Получается и так плохо, и так нехорошо. И самое неприятное — нет хорошего примера для подражания, как выйти из «бедных» в «богатые». Единственный кейс, который приходит на ум сходу, — это Ирландия. Еще полвека назад она была одной из самых бедных стран Европы, а потом оказалась одной из самых богатых: в 2019 году — почти $78 000 подушевого ВВП. Но «ирландский рецепт успеха» предполагает полную открытость экономики в сочетании с очень высокими расходами на образование. Квалифицированные инженеры и ученые, хотя бы и дорогие, — высокая ценность сама по себе, в этом случае у потенциального инвестора возникает мотивация «купить» их, чтобы производить что-то очень дорогостоящее.
Но образование — дело сложное, требует высокого уровня коммуникаций, и концентрации населения.
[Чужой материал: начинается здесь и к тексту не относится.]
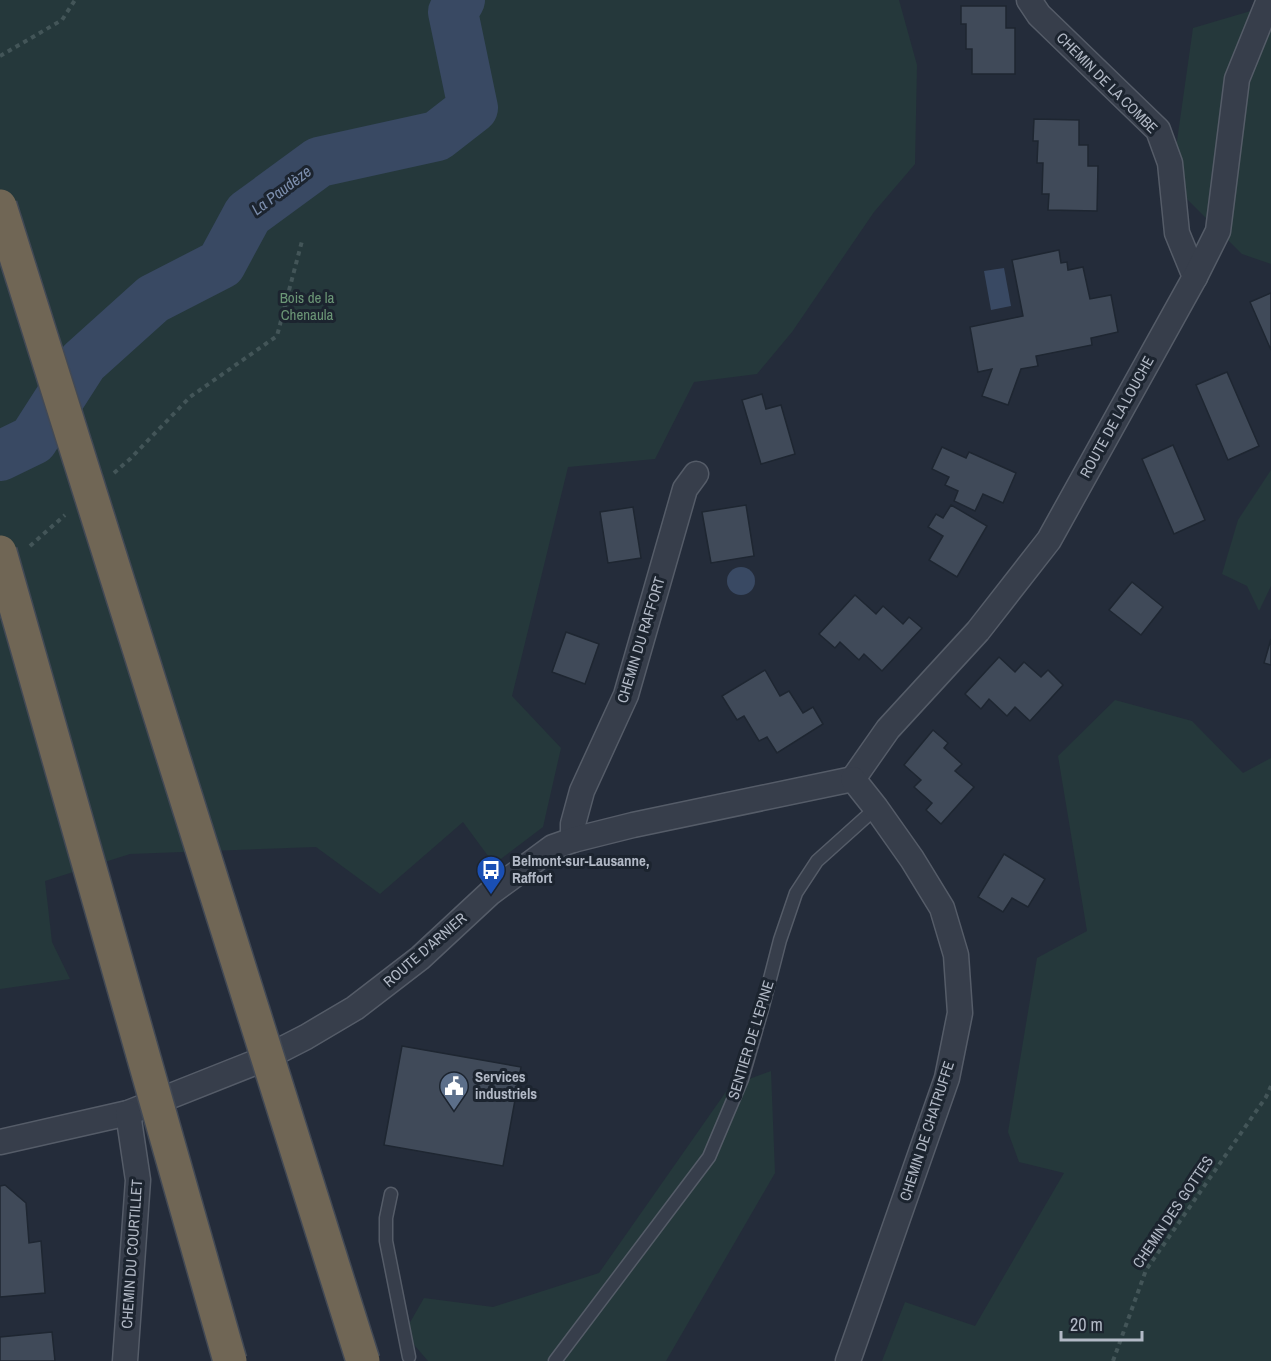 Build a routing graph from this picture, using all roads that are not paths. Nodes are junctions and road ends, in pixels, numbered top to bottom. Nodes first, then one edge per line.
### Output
1 (1029, 0) edge
2 (1269, 0) edge
3 (0, 206) edge
4 (1195, 277) junction
5 (696, 474) dead end
6 (13, 551) edge
7 (852, 779) junction
8 (876, 808) junction
9 (573, 840) junction
10 (128, 1113) junction
11 (0, 1142) edge
12 (391, 1194) dead end
13 (409, 1357) dead end
14 (125, 1361) edge
15 (230, 1361) edge
16 (363, 1361) edge
17 (555, 1361) edge
18 (848, 1361) edge

1 - 4 street, CHEMIN DE LA COMBE
2 - 4 street, ROUTE DE LA LOUCHE
3 - 16 highway, bridge
4 - 7 street, ROUTE DE LA LOUCHE
5 - 9 street, CHEMIN DU RAFFORT
6 - 15 highway, bridge
7 - 8 street, CHEMIN DE CHATRUFFE
7 - 9 street, ROUTE D'ARNIER
8 - 17 lane, SENTIER DE L'EPINE
8 - 18 street, CHEMIN DE CHATRUFFE
9 - 10 street, ROUTE D'ARNIER
10 - 11 street, ROUTE D'ARNIER
10 - 14 street, CHEMIN DU COURTILLET
12 - 13 lane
И никаких социальных дистанций: вам придется собирать много лучших в одном месте. Но если у Вас получится — с мечтой о производственных комплексах и великих стройках капитализма вам придется расстаться. У вас будут большие города, где вы соберете очень много умных людей, поля, где будут работать фермеры (сельское хозяйство сейчас — это тоже высокие технологии), а вот производство вам понадобится такое, чтобы как можно меньше людей делало как можно больше дорогих товаров. А как быть с теми, кому в этом разделении труда не найдется места? Платить пособия, причем достаточно высокие. Иначе подешевеет труд всех остальных.